The declaration: I am half-Scottish, by virtue my father being born-and-bred here, and my grandfather having lived in Scotland his whole life and having served the people of Scotland both as a soldier and an MP. I have lived here for more of my life than I haven’t, and proudly identify as both British and Scottish. So now you know.
Goodbye Scotland, you’ve made leaving fucking easy.
I really love Scotland as a country: the mountains, the food, the people, the buildings, I’m even learning to love whiskey. I feel a great affinity with Scotland, and it’s the country where I became a man, fell in love, had my heart broken, and discovered binge drinking. However, the referendum has reminded of exactly what’s wrong with the country: its endless defensiveness.

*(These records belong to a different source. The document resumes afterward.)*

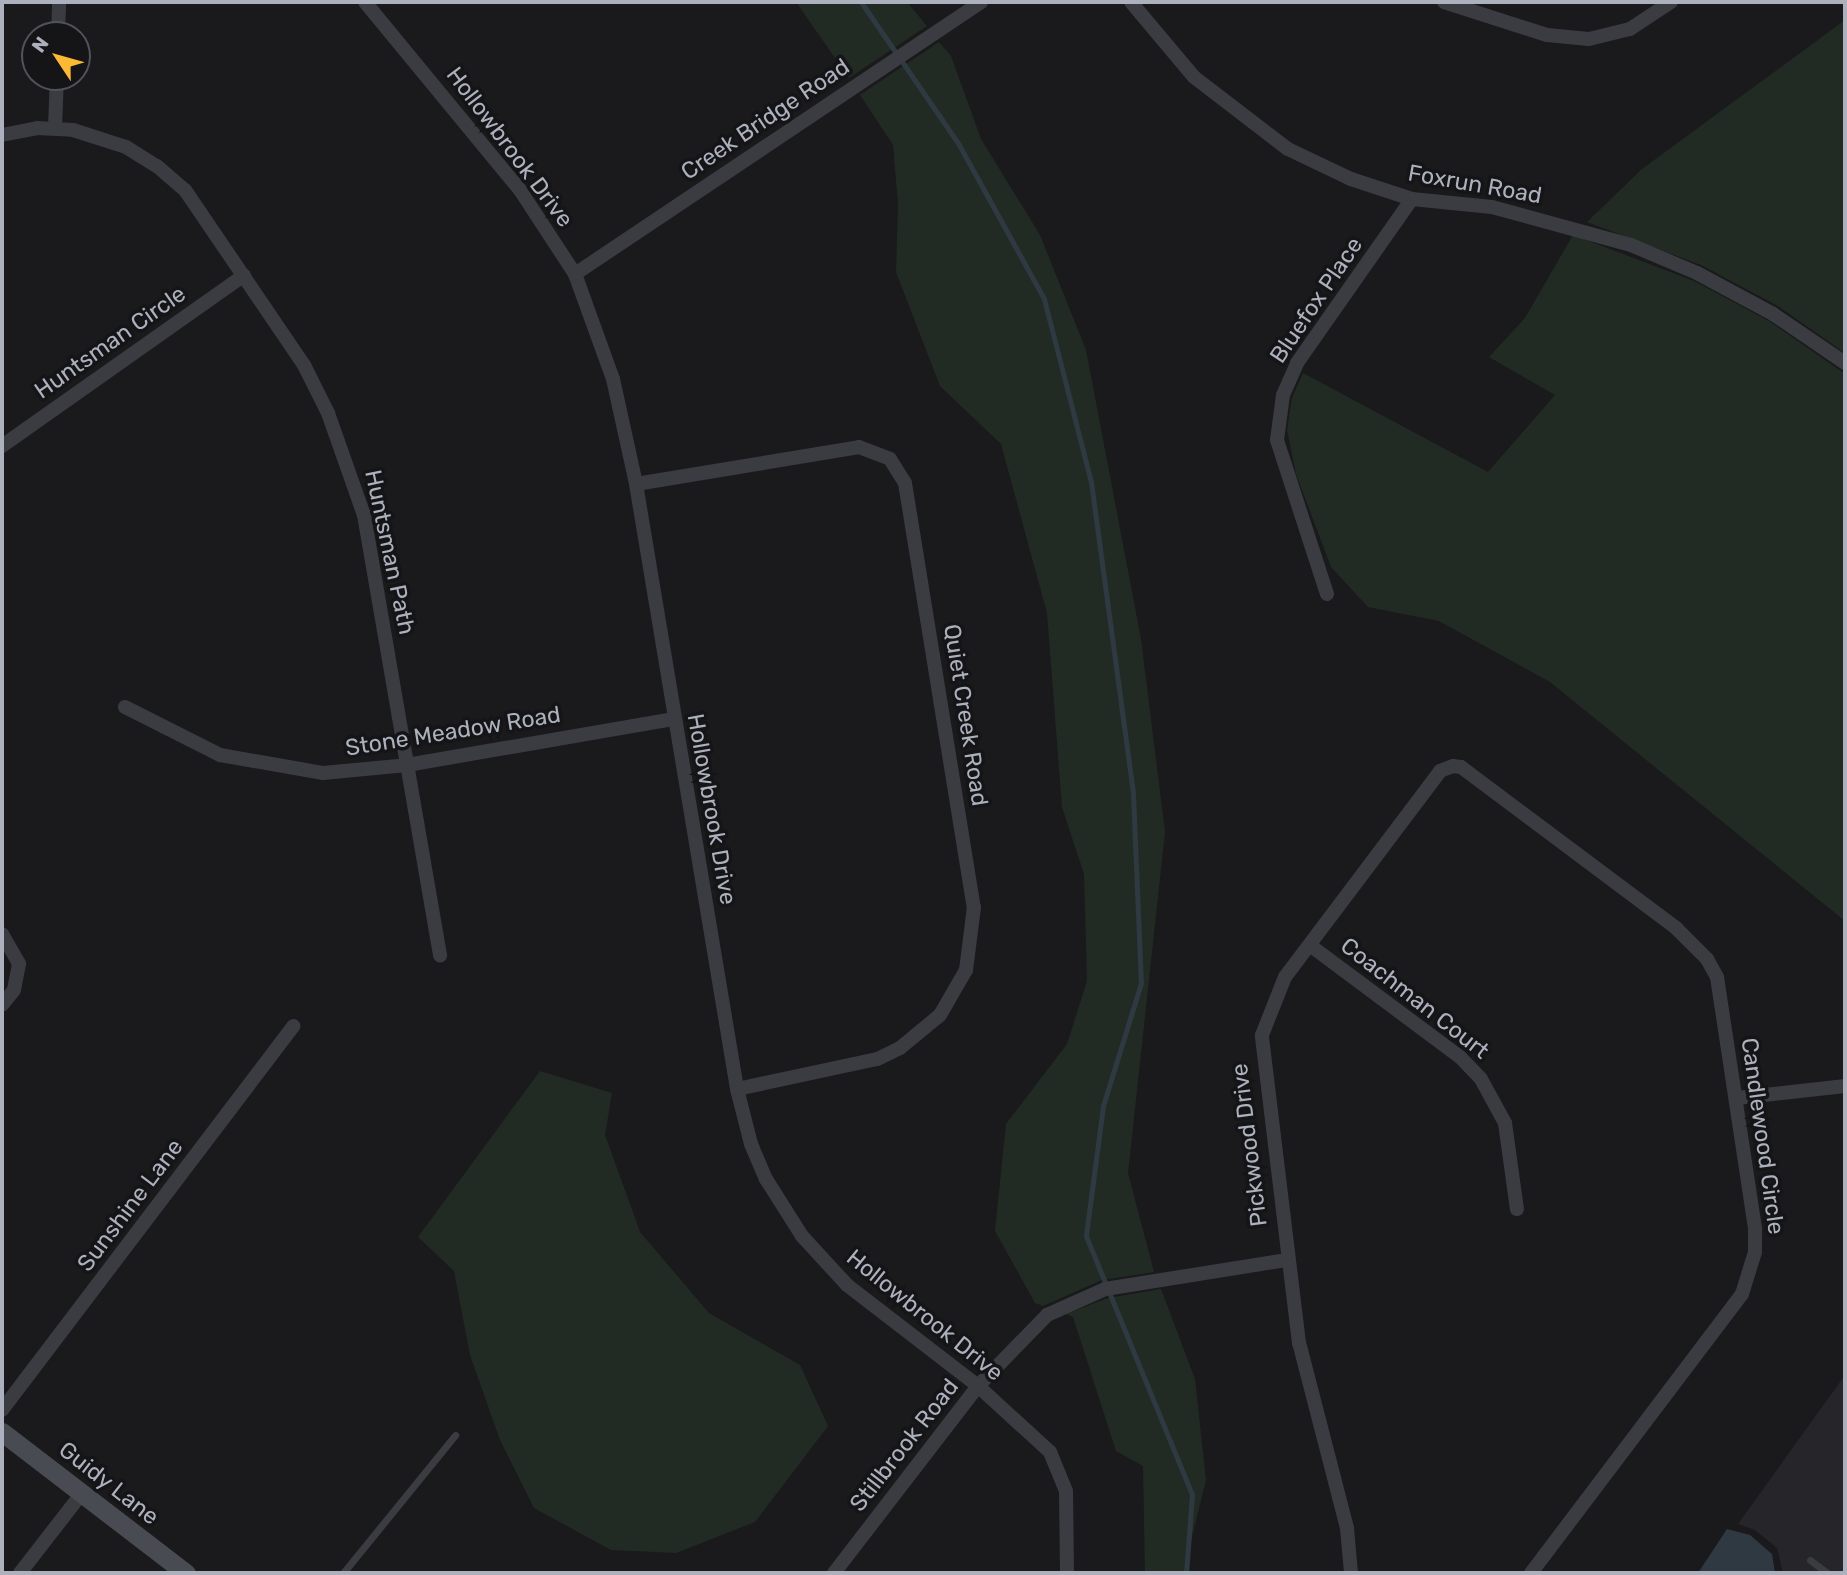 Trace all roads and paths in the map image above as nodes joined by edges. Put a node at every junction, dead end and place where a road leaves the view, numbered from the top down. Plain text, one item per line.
1 (59, 2) edge
2 (365, 2) edge
3 (981, 2) edge
4 (1131, 2) edge
5 (1444, 2) edge
6 (1671, 2) edge
7 (58, 21) edge
8 (56, 91) edge
9 (55, 128) junction
10 (2, 135) edge
11 (1412, 199) junction
12 (575, 274) junction
13 (244, 275) junction
14 (1845, 363) edge
15 (2, 446) edge
16 (636, 484) junction
17 (1327, 594) dead end
18 (125, 707) dead end
19 (674, 719) junction
20 (407, 765) junction
21 (1449, 766) joint
22 (2, 934) edge
23 (1311, 946) junction
24 (440, 956) dead end
25 (2, 1005) edge
26 (293, 1026) dead end
27 (1845, 1086) edge
28 (737, 1089) junction
29 (1737, 1098) junction
30 (1517, 1209) dead end
31 (1286, 1260) junction
32 (978, 1386) junction
33 (2, 1410) edge
34 (2, 1432) edge
35 (455, 1435) dead end
36 (82, 1493) junction
37 (1810, 1560) dead end
38 (20, 1573) edge
39 (186, 1573) edge
40 (343, 1573) edge
41 (834, 1573) edge
42 (1067, 1573) edge
43 (1351, 1573) edge
44 (1531, 1573) edge
45 (1827, 1573) edge

1 - 7 street
2 - 12 street, Hollowbrook Drive
3 - 12 street, Creek Bridge Road
4 - 11 street, Foxrun Road
5 - 6 street
8 - 9 street
9 - 10 street, Huntsman Path
9 - 13 street, Huntsman Path
11 - 14 street, Foxrun Road
11 - 17 street, Bluefox Place
12 - 16 street, Hollowbrook Drive
13 - 15 street, Huntsman Circle
13 - 20 street, Huntsman Path
16 - 19 street, Hollowbrook Drive
16 - 28 street, Quiet Creek Road
18 - 20 street, Stone Meadow Road
19 - 20 street, Stone Meadow Road
19 - 28 street, Hollowbrook Drive
20 - 24 street, Huntsman Path
21 - 23 street, Pickwood Drive
21 - 29 street, Candlewood Circle
22 - 25 street
23 - 30 street, Coachman Court
23 - 31 street, Pickwood Drive
26 - 33 street, Sunshine Lane
27 - 29 street
28 - 32 street, Hollowbrook Drive
29 - 44 street, Candlewood Circle
31 - 32 street, Stillbrook Road
31 - 43 street, Pickwood Drive
32 - 41 street, Stillbrook Road
32 - 42 street, Hollowbrook Drive
34 - 36 street, Guidy Lane
35 - 40 lane
36 - 38 street
36 - 39 street, Guidy Lane
37 - 45 lane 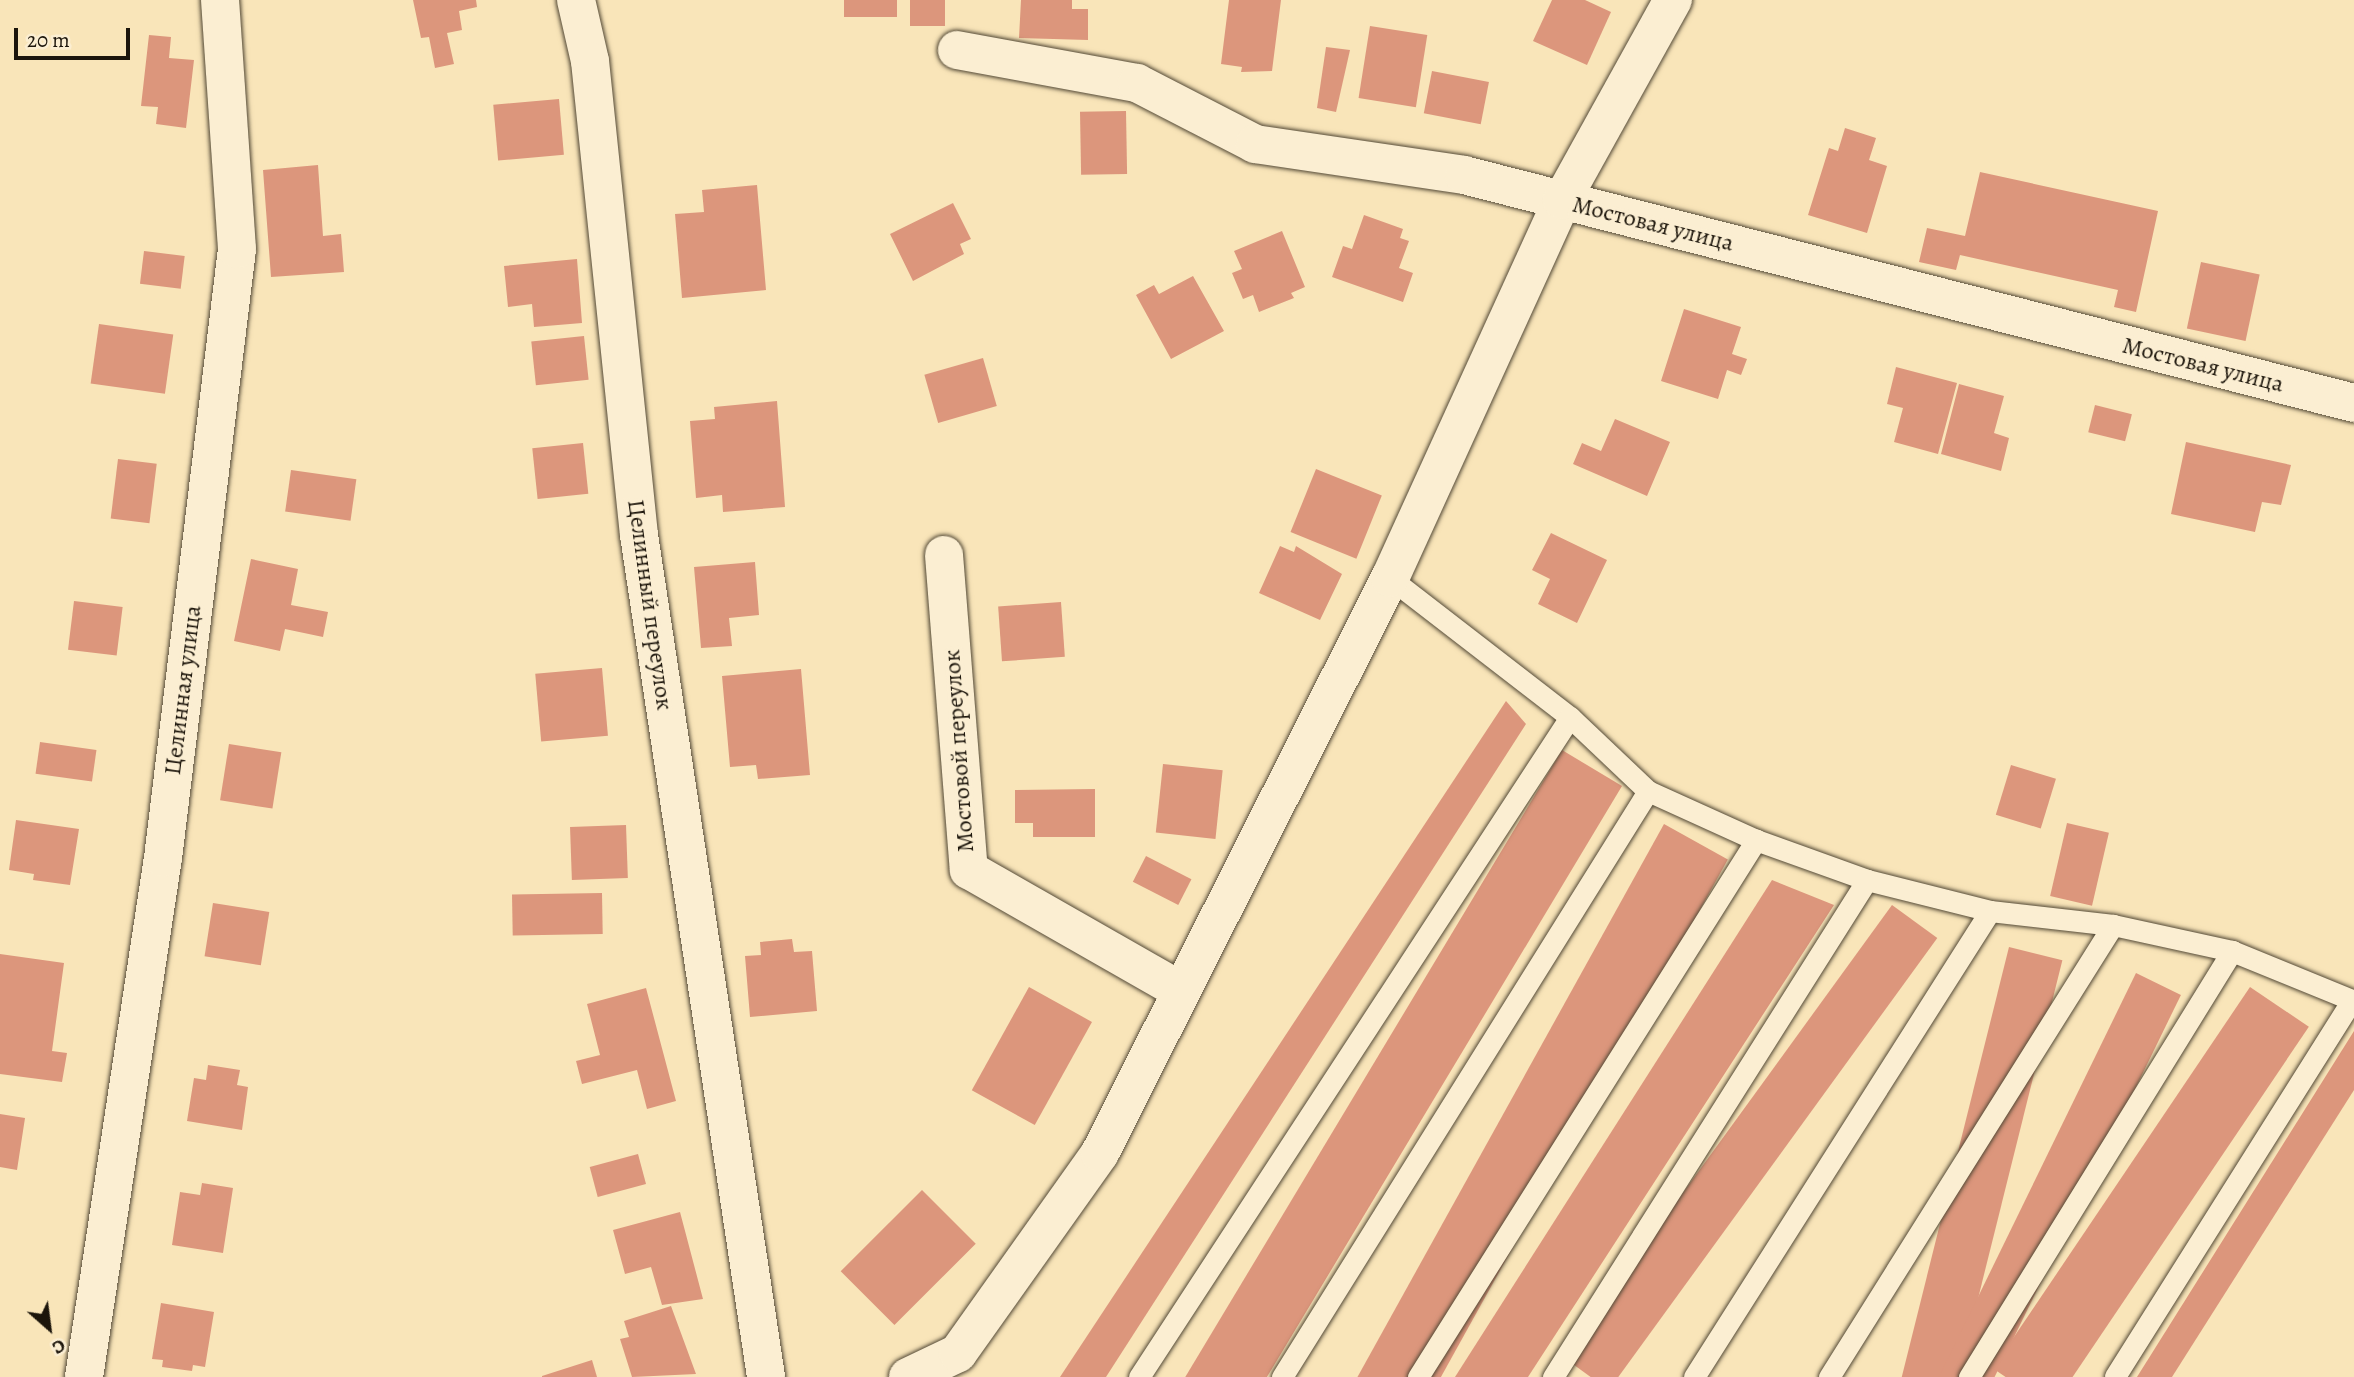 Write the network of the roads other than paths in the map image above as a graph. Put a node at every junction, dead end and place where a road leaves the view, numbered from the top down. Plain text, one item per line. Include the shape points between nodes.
1 (220, 0) edge
2 (576, 0) edge
3 (1674, 0) edge
4 (957, 50) dead end
5 (1562, 201) junction
6 (2354, 403) edge
7 (944, 555) dead end
8 (1390, 578) junction
9 (1570, 717) junction
10 (1648, 791) junction
11 (1756, 840) junction
12 (1867, 880) junction
13 (1990, 911) junction
14 (2113, 925) junction
15 (2232, 951) junction
16 (1181, 991) junction
17 (84, 1377) edge
18 (766, 1377) edge
19 (908, 1377) edge
20 (1139, 1377) edge
21 (1282, 1377) edge
22 (1418, 1377) edge
23 (1553, 1377) edge
24 (1694, 1377) edge
25 (1829, 1377) edge
26 (1969, 1377) edge
27 (2115, 1377) edge

1 - 17 street, Целинная улица via 237,249 163,858
2 - 18 street, Целинный переулок via 590,61 639,535
3 - 5 street
4 - 5 street, Мостовая улица via 1137,83 1255,144 1464,175
5 - 6 street, Мостовая улица
5 - 8 street
7 - 16 street, Мостовой переулок via 969,870
8 - 9 lane
8 - 16 street
9 - 10 lane
9 - 20 lane
10 - 11 lane
10 - 21 lane
11 - 12 lane
11 - 22 lane
12 - 13 lane
12 - 23 lane
13 - 14 lane
13 - 24 lane
14 - 15 lane
14 - 25 lane
15 - 26 lane
15 - 27 lane via 2352,1000
16 - 19 street via 1100,1153 958,1353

I got on with my job at the Grange today, commentating on yet another humiliating defeat for Scotland’s cricketers. For a side who were being royally thrashed, with little vigour or fight, everyone around me was desperate to defend them, without any care for the facts, figures, and attitudes displayed before them. It was not the plucky young Scotland side they portrayed it as; this was a mediocre group of professionals being taught a lesson by a New Zealand second eleven.
A little earlier in the day, a couple of journalists had staggered in late, having been stuck in traffic, and one proclaimed to the rest of the shed, “We come from civilisation!” rather amusingly. I riposted: “Do you mean Glasgow?”, engaging in the usual Edinburgh-Glasgow rivalry, rather enjoying a fiesty presence in an often empty press box.
“I mean Scotland,” he spat down at me, caring nothing for who I was or for that matter, was.
It reminded of the number of occasions in my life when people had assumed things about me on account of my accent, and how those occasions had become more frequent as the date of Bannockburn drew closer. “What do you know about Scotland?” “Why do you care about Scotland?” “What part of England are you from?” Invariably my answers to these questions have become more and more sarcastic, to the point of rudeness, but I won’t apologise for it. If Scotland finds themselves independent, they will require more friends than enemies, and as the latest polls in England demonstrated, once they’re out, they’re on their own.
Scotland’s attractiveness is one of the few things that make independence viable: its natural and human resources draw people to it, tempt people to appropriate its ways and culture. We should be looking to welcome those who wish to march under our flag, be it a Union or a Saltire, not reject them for fear.
I shan’t live in Scotland, independent or not, for much longer, or perhaps ever more, and I was sad about that 12 months ago, but christ, you’re making it easier to go.